## Exercise requirements
The required result is a copy of each line below in which "this" appears.

Saved data entries:
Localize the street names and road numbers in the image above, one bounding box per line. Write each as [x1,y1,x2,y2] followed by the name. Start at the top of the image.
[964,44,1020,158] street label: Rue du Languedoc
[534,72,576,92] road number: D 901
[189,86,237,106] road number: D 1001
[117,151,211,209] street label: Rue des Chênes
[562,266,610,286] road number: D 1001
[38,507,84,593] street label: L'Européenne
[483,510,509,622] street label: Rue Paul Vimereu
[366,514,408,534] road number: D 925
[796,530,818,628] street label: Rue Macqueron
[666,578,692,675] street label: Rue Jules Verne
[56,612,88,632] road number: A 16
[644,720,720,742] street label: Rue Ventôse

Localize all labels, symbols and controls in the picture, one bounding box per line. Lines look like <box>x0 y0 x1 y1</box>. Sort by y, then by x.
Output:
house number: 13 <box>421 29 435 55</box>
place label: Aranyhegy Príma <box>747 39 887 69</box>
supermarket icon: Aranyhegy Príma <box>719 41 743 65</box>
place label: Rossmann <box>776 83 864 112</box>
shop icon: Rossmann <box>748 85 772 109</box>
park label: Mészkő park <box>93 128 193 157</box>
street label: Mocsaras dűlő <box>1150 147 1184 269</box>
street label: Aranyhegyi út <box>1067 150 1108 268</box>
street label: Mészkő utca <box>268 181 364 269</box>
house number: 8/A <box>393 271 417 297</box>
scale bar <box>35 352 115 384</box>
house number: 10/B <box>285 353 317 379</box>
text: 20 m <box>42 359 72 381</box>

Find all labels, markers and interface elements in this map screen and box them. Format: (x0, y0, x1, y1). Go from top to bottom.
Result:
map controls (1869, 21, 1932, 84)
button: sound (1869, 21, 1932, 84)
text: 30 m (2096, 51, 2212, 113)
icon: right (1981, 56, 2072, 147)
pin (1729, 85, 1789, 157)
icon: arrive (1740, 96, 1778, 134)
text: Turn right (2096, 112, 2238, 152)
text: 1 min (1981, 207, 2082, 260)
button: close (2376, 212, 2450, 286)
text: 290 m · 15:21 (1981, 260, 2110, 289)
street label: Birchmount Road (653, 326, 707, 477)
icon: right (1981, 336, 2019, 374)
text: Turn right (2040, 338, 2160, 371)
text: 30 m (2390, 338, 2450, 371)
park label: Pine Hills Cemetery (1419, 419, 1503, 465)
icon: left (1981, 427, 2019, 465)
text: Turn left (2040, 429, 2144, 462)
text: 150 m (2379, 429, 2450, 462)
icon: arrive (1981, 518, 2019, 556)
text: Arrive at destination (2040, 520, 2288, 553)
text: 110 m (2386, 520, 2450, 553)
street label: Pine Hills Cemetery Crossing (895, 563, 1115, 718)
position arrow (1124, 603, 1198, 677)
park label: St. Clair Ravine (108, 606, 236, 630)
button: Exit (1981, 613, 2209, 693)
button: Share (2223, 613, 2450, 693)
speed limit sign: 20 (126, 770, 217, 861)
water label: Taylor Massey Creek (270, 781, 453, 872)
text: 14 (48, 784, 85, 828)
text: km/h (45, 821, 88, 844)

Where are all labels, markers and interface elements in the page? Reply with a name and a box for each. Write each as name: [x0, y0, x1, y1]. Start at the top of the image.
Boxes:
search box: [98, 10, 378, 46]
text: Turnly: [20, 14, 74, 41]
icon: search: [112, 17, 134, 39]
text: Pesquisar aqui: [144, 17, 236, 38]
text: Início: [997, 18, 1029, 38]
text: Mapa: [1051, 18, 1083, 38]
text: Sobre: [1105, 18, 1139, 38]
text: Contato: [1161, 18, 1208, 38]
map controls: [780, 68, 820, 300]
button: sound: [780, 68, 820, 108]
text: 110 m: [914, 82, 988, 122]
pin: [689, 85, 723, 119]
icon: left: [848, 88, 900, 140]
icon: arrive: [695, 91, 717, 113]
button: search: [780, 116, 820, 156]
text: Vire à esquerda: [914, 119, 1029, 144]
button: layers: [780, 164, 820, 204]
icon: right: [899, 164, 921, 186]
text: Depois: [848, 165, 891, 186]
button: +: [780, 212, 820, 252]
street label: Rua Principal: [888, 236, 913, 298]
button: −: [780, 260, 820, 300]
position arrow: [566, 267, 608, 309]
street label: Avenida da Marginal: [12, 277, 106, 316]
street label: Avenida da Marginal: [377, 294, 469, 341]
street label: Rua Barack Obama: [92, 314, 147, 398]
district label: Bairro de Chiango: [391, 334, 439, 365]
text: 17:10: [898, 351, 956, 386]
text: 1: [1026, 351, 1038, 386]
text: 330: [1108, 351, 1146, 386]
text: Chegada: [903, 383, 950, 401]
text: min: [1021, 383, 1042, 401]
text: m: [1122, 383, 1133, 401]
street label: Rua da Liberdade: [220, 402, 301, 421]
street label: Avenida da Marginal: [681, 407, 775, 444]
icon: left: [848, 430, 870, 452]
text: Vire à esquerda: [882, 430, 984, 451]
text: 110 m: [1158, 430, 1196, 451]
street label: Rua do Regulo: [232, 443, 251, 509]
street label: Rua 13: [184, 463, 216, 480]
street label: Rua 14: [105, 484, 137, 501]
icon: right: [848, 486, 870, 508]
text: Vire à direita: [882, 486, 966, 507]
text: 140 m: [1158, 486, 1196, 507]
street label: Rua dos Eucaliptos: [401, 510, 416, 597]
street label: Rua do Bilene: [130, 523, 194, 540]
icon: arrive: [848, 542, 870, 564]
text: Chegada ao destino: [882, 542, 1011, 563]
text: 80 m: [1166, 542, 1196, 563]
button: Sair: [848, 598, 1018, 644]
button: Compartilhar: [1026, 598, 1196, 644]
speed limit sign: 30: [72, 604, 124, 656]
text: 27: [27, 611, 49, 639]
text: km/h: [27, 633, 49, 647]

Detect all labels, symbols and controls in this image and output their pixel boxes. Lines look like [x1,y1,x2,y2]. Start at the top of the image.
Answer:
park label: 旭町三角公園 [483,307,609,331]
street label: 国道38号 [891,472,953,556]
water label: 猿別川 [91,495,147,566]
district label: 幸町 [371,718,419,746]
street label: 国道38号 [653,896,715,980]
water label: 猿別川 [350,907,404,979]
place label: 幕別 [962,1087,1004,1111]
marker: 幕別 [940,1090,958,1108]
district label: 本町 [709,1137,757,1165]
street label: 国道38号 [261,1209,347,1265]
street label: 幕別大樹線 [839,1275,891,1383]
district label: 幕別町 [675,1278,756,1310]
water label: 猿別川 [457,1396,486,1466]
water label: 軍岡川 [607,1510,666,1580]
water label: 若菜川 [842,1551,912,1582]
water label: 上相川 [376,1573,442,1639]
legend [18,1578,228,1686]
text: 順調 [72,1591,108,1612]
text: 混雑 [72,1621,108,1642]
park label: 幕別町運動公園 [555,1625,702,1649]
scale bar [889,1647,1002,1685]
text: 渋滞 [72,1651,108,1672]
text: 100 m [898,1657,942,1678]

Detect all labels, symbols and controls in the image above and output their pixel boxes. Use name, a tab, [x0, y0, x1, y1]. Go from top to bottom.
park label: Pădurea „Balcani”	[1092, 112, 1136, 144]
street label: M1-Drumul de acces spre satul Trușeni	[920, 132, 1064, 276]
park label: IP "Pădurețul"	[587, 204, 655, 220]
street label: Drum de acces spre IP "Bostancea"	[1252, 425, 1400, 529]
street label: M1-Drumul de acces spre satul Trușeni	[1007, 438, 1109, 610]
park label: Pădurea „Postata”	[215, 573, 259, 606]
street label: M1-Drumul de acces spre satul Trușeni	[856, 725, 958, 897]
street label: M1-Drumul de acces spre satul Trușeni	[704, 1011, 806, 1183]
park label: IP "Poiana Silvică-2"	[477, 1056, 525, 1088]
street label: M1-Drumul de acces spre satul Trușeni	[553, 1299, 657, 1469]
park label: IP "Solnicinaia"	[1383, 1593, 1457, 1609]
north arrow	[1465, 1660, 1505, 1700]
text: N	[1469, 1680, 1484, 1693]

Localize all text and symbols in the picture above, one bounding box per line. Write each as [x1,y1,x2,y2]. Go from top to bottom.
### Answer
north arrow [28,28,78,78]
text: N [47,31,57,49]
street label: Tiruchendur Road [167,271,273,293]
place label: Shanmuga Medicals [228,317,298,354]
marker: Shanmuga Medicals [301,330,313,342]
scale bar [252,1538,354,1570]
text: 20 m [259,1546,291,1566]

## Task response
Find all labels, markers and interface elements in this map screen and box them. Format: (x0, y0, x1, y1). Go from top to bottom.
Detect all labels, symbols and controls in this image and output their pixel boxes. Lines look like [x1,y1,x2,y2]. Start at the top of the image.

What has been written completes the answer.